Great presentation, thank you. I want more explanation about catheter placement through needle.
For every practical purpose - not obligatory connected with catheterization - my advise to perform that swipe from interscalene to supraclavicular regions slowly, not losing a plexus out of view. In case of poor visualization in classical place, l could usually easily find a couple of centimeters of nice, compact brachial plexus between the interscalene groove and before the subclavian artery appears into view, making an easy and ergonomical anterior approach impossible
very well explained!! Thx a lot Prof Hadzic 👌👍
You are welcome!
Thanxxx for your excellent work
Thanks and welcome
why not have a catheter in the supraclavicular area? When they peeled off the film, they almost pulled out the catheter))

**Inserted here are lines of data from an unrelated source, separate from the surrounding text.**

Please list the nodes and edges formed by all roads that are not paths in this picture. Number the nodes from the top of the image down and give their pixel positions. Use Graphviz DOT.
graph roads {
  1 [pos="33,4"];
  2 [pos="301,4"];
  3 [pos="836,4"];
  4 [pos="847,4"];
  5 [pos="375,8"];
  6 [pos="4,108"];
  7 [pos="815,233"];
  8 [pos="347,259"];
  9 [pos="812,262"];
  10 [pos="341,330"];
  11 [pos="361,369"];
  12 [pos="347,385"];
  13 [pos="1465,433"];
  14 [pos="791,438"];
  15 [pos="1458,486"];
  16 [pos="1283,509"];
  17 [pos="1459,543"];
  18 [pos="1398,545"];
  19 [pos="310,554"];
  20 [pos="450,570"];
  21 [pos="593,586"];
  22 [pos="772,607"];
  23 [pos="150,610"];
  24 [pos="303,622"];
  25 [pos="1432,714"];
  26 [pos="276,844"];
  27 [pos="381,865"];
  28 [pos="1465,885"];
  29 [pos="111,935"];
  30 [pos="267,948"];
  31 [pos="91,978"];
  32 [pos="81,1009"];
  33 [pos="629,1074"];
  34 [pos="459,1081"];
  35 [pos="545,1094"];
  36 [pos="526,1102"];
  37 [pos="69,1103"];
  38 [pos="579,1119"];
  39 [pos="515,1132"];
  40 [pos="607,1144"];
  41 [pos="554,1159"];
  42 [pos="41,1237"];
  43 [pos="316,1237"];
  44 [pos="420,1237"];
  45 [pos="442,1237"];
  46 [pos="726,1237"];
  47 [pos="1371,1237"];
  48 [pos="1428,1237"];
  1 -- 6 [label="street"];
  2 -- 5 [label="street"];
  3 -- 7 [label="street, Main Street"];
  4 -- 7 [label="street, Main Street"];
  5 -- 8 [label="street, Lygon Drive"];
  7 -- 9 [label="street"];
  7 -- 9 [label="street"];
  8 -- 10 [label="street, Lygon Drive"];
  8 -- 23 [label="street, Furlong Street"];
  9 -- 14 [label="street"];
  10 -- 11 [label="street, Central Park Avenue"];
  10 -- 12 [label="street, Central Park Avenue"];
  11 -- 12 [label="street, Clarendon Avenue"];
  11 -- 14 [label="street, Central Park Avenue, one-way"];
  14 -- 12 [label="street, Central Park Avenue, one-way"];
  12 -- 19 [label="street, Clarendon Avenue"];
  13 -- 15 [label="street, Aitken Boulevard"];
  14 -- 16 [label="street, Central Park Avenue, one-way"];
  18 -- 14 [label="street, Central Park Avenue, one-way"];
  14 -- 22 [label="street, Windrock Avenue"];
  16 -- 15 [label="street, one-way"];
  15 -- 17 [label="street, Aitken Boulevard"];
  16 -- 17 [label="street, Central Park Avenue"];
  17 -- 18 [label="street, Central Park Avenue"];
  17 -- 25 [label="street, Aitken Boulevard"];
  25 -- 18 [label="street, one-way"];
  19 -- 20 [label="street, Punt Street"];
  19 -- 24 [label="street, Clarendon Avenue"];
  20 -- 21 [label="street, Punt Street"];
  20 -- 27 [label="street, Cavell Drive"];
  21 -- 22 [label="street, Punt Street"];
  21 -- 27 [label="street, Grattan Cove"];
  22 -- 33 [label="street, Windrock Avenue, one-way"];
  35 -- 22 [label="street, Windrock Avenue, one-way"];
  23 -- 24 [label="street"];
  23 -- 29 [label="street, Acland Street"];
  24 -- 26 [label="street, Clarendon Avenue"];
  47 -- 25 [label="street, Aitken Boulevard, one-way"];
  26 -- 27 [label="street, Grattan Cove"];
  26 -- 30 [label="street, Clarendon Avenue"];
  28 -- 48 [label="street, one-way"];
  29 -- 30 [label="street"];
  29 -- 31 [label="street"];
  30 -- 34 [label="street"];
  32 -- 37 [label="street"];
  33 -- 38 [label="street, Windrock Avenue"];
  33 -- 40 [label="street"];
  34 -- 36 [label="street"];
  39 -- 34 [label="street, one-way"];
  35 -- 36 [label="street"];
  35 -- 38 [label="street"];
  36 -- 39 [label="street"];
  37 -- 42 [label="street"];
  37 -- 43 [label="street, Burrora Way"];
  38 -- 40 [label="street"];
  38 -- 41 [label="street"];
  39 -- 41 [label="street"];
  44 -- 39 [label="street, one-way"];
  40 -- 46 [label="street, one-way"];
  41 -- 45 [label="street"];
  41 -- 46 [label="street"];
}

A common issue in general. Placement depends on what you want to achieve though. Supraclav. is fine for more distal procedures (we use it for hand/upper extremity replant-surgery only i.e.) but for i.e. shoulter-TEP you want to get proximal branches of C4 and C5 (N dorsalis scapulae, N thoracius longus, N suprascapularis, Nn supraclav.) to achieve better results in painrelief and muscle relaxation proximal to surgery site. It is sufficient to perform a supraclav catheter placement though, you just don't get these patients completely pain free (in my experience)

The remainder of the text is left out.